■ Task prompt: From the listing below, extract every line containing "dead".

*** Dataset records ***

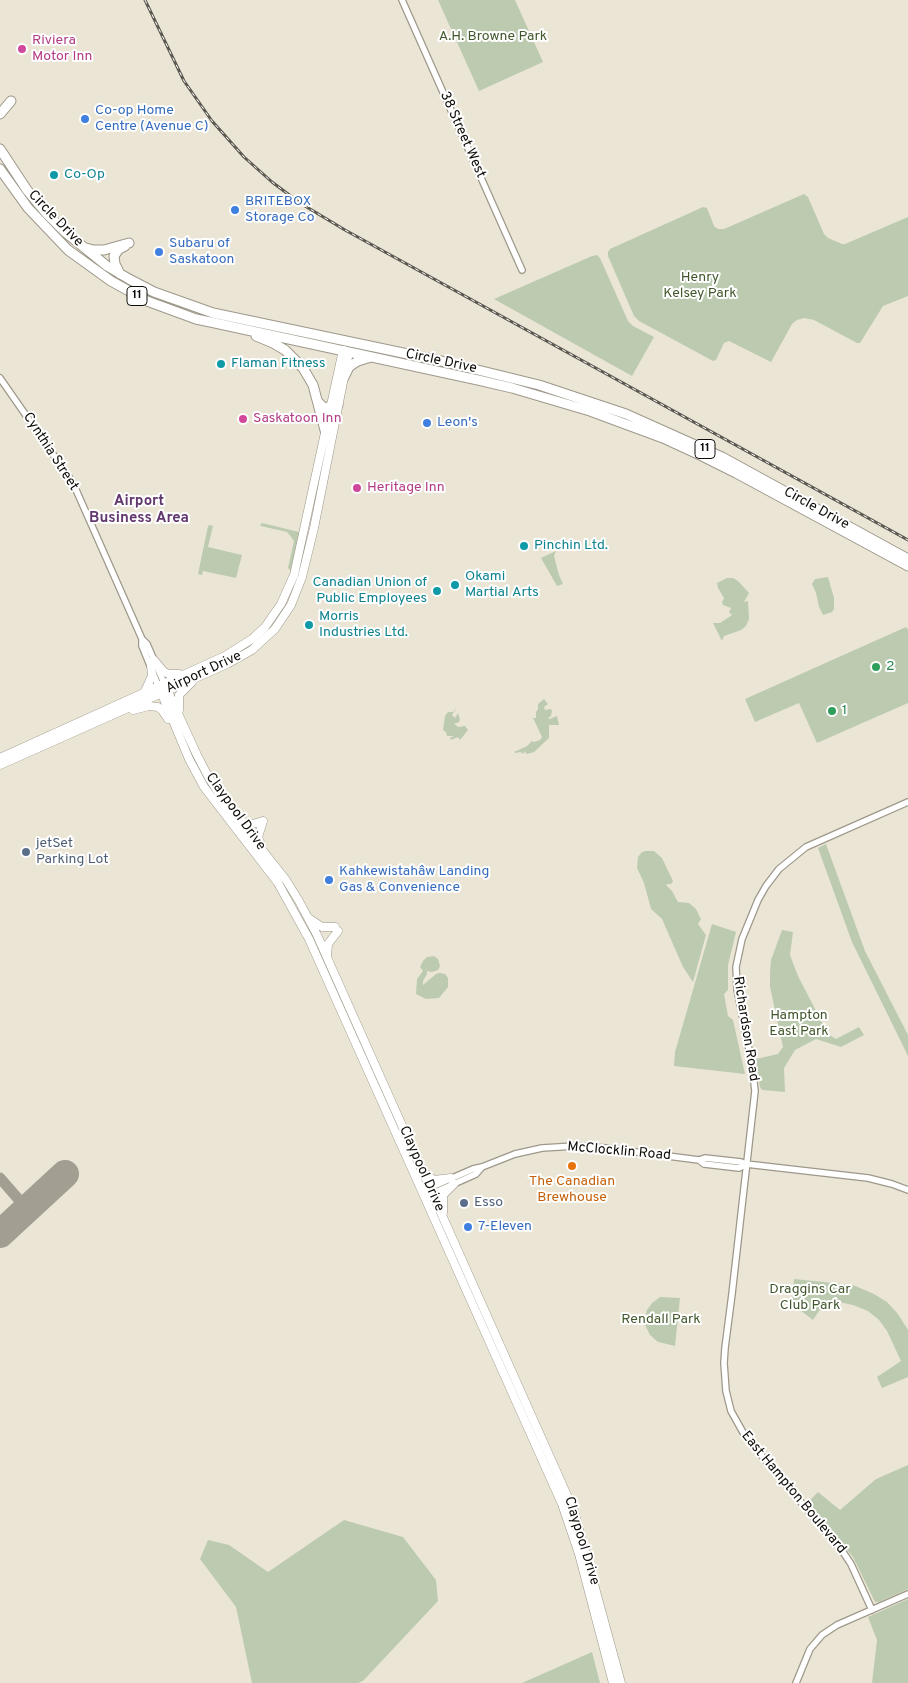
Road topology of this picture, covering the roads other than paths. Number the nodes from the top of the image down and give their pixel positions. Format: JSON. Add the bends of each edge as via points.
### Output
{"nodes":[{"id":1,"x":402,"y":0,"type":"edge"},
{"id":2,"x":11,"y":101,"type":"dead end"},
{"id":3,"x":0,"y":114,"type":"edge"},
{"id":4,"x":0,"y":148,"type":"edge"},
{"id":5,"x":0,"y":169,"type":"edge"},
{"id":6,"x":81,"y":246,"type":"junction"},
{"id":7,"x":522,"y":270,"type":"dead end"},
{"id":8,"x":120,"y":274,"type":"junction"},
{"id":9,"x":215,"y":323,"type":"junction"},
{"id":10,"x":301,"y":332,"type":"junction"},
{"id":11,"x":346,"y":350,"type":"junction"},
{"id":12,"x":387,"y":350,"type":"junction"},
{"id":13,"x":378,"y":358,"type":"junction"},
{"id":14,"x":0,"y":378,"type":"edge"},
{"id":15,"x":343,"y":379,"type":"junction"},
{"id":16,"x":318,"y":402,"type":"junction"},
{"id":17,"x":334,"y":406,"type":"junction"},
{"id":18,"x":325,"y":430,"type":"junction"},
{"id":19,"x":908,"y":559,"type":"edge"},
{"id":20,"x":908,"y":566,"type":"edge"},
{"id":21,"x":152,"y":663,"type":"junction"},
{"id":22,"x":195,"y":674,"type":"junction"},
{"id":23,"x":163,"y":688,"type":"junction"},
{"id":24,"x":144,"y":692,"type":"junction"},
{"id":25,"x":112,"y":715,"type":"junction"},
{"id":26,"x":184,"y":728,"type":"junction"},
{"id":27,"x":179,"y":736,"type":"junction"},
{"id":28,"x":0,"y":758,"type":"edge"},
{"id":29,"x":0,"y":766,"type":"edge"},
{"id":30,"x":908,"y":802,"type":"edge"},
{"id":31,"x":237,"y":818,"type":"junction"},
{"id":32,"x":264,"y":851,"type":"junction"},
{"id":33,"x":308,"y":917,"type":"junction"},
{"id":34,"x":327,"y":958,"type":"junction"},
{"id":35,"x":746,"y":1164,"type":"junction"},
{"id":36,"x":422,"y":1171,"type":"junction"},
{"id":37,"x":453,"y":1181,"type":"junction"},
{"id":38,"x":908,"y":1190,"type":"edge"},
{"id":39,"x":428,"y":1192,"type":"junction"},
{"id":40,"x":445,"y":1222,"type":"junction"},
{"id":41,"x":908,"y":1594,"type":"edge"},
{"id":42,"x":872,"y":1610,"type":"junction"},
{"id":43,"x":613,"y":1683,"type":"edge"},
{"id":44,"x":621,"y":1683,"type":"edge"},
{"id":45,"x":796,"y":1683,"type":"edge"}],
"edges":[{"from":1,"to":7,"type":"street","name":"38 Street West"},
{"from":2,"to":3,"type":"highway"},
{"from":4,"to":6,"type":"highway","name":"Circle Drive","number":"11","via":[[38,203]]},
{"from":5,"to":9,"type":"highway","name":"Circle Drive","number":"11","via":[[46,228],[96,271],[147,301]]},
{"from":6,"to":8,"type":"highway","name":"Circle Drive","number":"11"},
{"from":6,"to":8,"type":"highway","via":[[98,251],[129,243],[114,256]]},
{"from":8,"to":10,"type":"highway","name":"Circle Drive","number":"11","via":[[154,292],[201,310]]},
{"from":9,"to":11,"type":"highway","name":"Circle Drive","number":"11"},
{"from":9,"to":16,"type":"highway","via":[[285,350],[307,373]]},
{"from":10,"to":11,"type":"highway","via":[[305,337],[342,346]]},
{"from":10,"to":12,"type":"highway","name":"Circle Drive","number":"11"},
{"from":11,"to":12,"type":"highway"},
{"from":11,"to":13,"type":"highway","name":"Circle Drive","number":"11"},
{"from":11,"to":15,"type":"main road","name":"Airport Drive"},
{"from":11,"to":17,"type":"main road","name":"Airport Drive"},
{"from":12,"to":19,"type":"highway","name":"Circle Drive","number":"11","via":[[539,385],[626,414],[722,457]]},
{"from":13,"to":15,"type":"highway","via":[[358,361],[349,367]]},
{"from":13,"to":20,"type":"highway","name":"Circle Drive","number":"11","via":[[512,388],[635,427],[736,473]]},
{"from":14,"to":21,"type":"street","name":"Cynthia Street","via":[[72,483],[147,644]]},
{"from":15,"to":17,"type":"main road","name":"Airport Drive"},
{"from":16,"to":17,"type":"highway","via":[[324,408]]},
{"from":16,"to":18,"type":"highway"},
{"from":17,"to":18,"type":"main road","name":"Airport Drive"},
{"from":17,"to":22,"type":"main road","name":"Airport Drive","via":[[310,546],[291,605],[275,629],[258,645],[234,661]]},
{"from":18,"to":22,"type":"main road","name":"Airport Drive","via":[[296,568],[281,604],[252,639]]},
{"from":21,"to":22,"type":"main road","via":[[169,674]]},
{"from":21,"to":23,"type":"street","name":"Cynthia Street"},
{"from":21,"to":24,"type":"main road","via":[[152,676]]},
{"from":22,"to":23,"type":"main road","name":"Airport Drive"},
{"from":22,"to":26,"type":"main road","via":[[179,696],[178,707]]},
{"from":23,"to":24,"type":"main road","name":"Airport Drive"},
{"from":23,"to":25,"type":"main road","name":"Airport Drive"},
{"from":23,"to":26,"type":"main road","name":"Claypool Drive"},
{"from":23,"to":27,"type":"main road","name":"Claypool Drive"},
{"from":24,"to":28,"type":"main road","name":"Airport Drive"},
{"from":25,"to":27,"type":"main road","via":[[149,706],[158,707]]},
{"from":25,"to":29,"type":"main road","name":"Airport Drive"},
{"from":26,"to":31,"type":"main road","name":"Claypool Drive","via":[[209,778]]},
{"from":27,"to":39,"type":"main road","name":"Claypool Drive","via":[[204,787],[278,882],[299,917]]},
{"from":30,"to":35,"type":"street","name":"Richardson Road","via":[[806,847],[775,873],[758,900],[742,938],[736,972],[738,1000],[754,1080]]},
{"from":31,"to":32,"type":"main road","name":"Claypool Drive"},
{"from":31,"to":32,"type":"main road","via":[[249,825],[263,821],[258,837]]},
{"from":32,"to":33,"type":"main road","name":"Claypool Drive"},
{"from":33,"to":34,"type":"main road","name":"Claypool Drive"},
{"from":33,"to":34,"type":"main road","via":[[320,926],[337,929],[328,944]]},
{"from":34,"to":36,"type":"main road","name":"Claypool Drive"},
{"from":35,"to":37,"type":"street","name":"McClocklin Road","via":[[739,1168],[605,1148],[561,1146],[515,1154],[473,1169]]},
{"from":35,"to":38,"type":"street","name":"McClocklin Road","via":[[868,1178]]},
{"from":35,"to":42,"type":"street","name":"East Hampton Boulevard","via":[[725,1348],[728,1401],[744,1436],[846,1556]]},
{"from":36,"to":37,"type":"main road","via":[[434,1180]]},
{"from":36,"to":39,"type":"main road","name":"Claypool Drive"},
{"from":37,"to":39,"type":"street","name":"McClocklin Road"},
{"from":37,"to":40,"type":"main road","via":[[442,1196]]},
{"from":39,"to":40,"type":"main road","name":"Claypool Drive"},
{"from":39,"to":43,"type":"main road","name":"Claypool Drive","via":[[562,1504]]},
{"from":40,"to":44,"type":"main road","name":"Claypool Drive","via":[[574,1511]]},
{"from":41,"to":42,"type":"street"},
{"from":42,"to":45,"type":"street","via":[[837,1625],[819,1638],[807,1654]]}]}
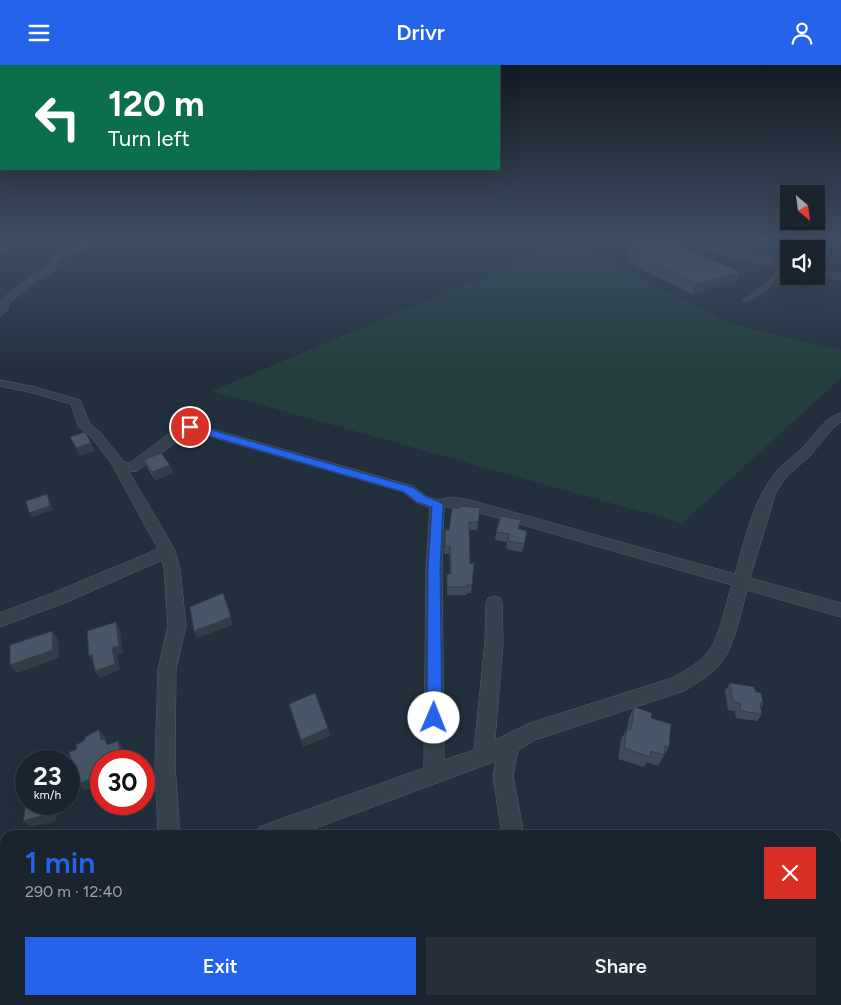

*** End of Dataset records ***

■ Solution for this problem:
{"id":2,"x":11,"y":101,"type":"dead end"},
{"id":7,"x":522,"y":270,"type":"dead end"},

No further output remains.